A mess of computer and hardware failures have been affecting 911 centers and first responders across Marion County. Photo courtesy WRTV

By Paris Lewbel

    Indianapolis, IN (WRTV) -- A mess of computer and hardware failures have been affecting 911 centers and first responders across Marion County.

Call 6 Investigates first learned of the issues after receiving tips from first responders of computer outages over the weekend and on Monday.

According to Indianapolis-Marion County's Public Safety Communications, the outages are affecting police and fire department laptops throughout the county, as well as two of the county's 911 dispatch centers.

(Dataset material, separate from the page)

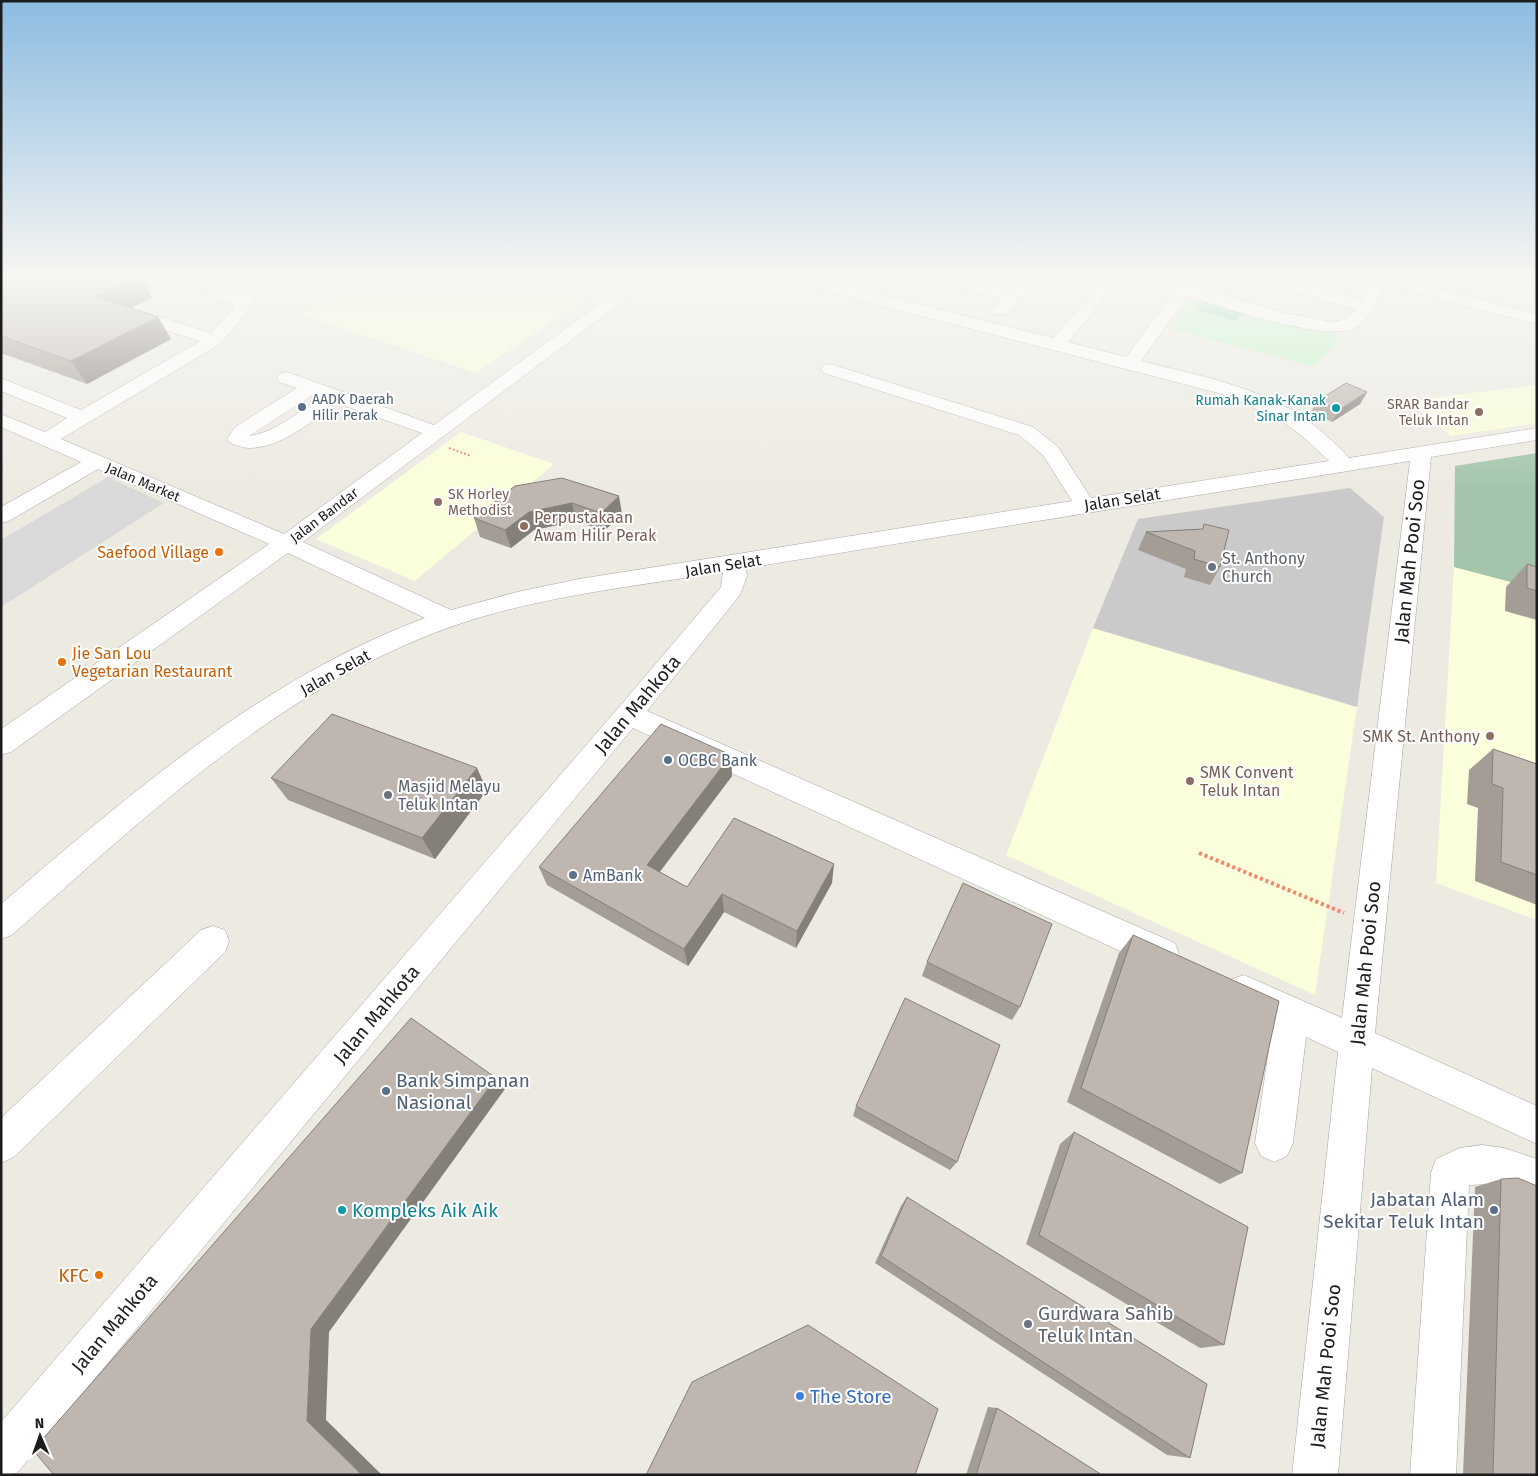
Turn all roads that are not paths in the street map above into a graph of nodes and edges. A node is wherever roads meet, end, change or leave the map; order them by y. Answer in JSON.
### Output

The statement says the county's computer-aided dispatch system, commonly referred to as the CAD, never went down, but a server failure has caused the county's police and fire agencies not to be able to access the system remotely from their vehicles.

PSC says first responders are having to utilize their radios to be dispatched to incidents, receive information or request information about license plates or people, things that could usually be done on their computer.

Hardware failures also knocked the 911 dispatch centers for the Indianapolis Airport and the City of Lawrence offline in the last 24 hours, the statement sent Monday afternoon to Call 6 said. Both agencies have already been transferred to their respective backup centers.

PSC said there have been no missed 911 calls or delays in dispatching first responders due to the outages.

Crews are working to get the systems back online as quickly as possible.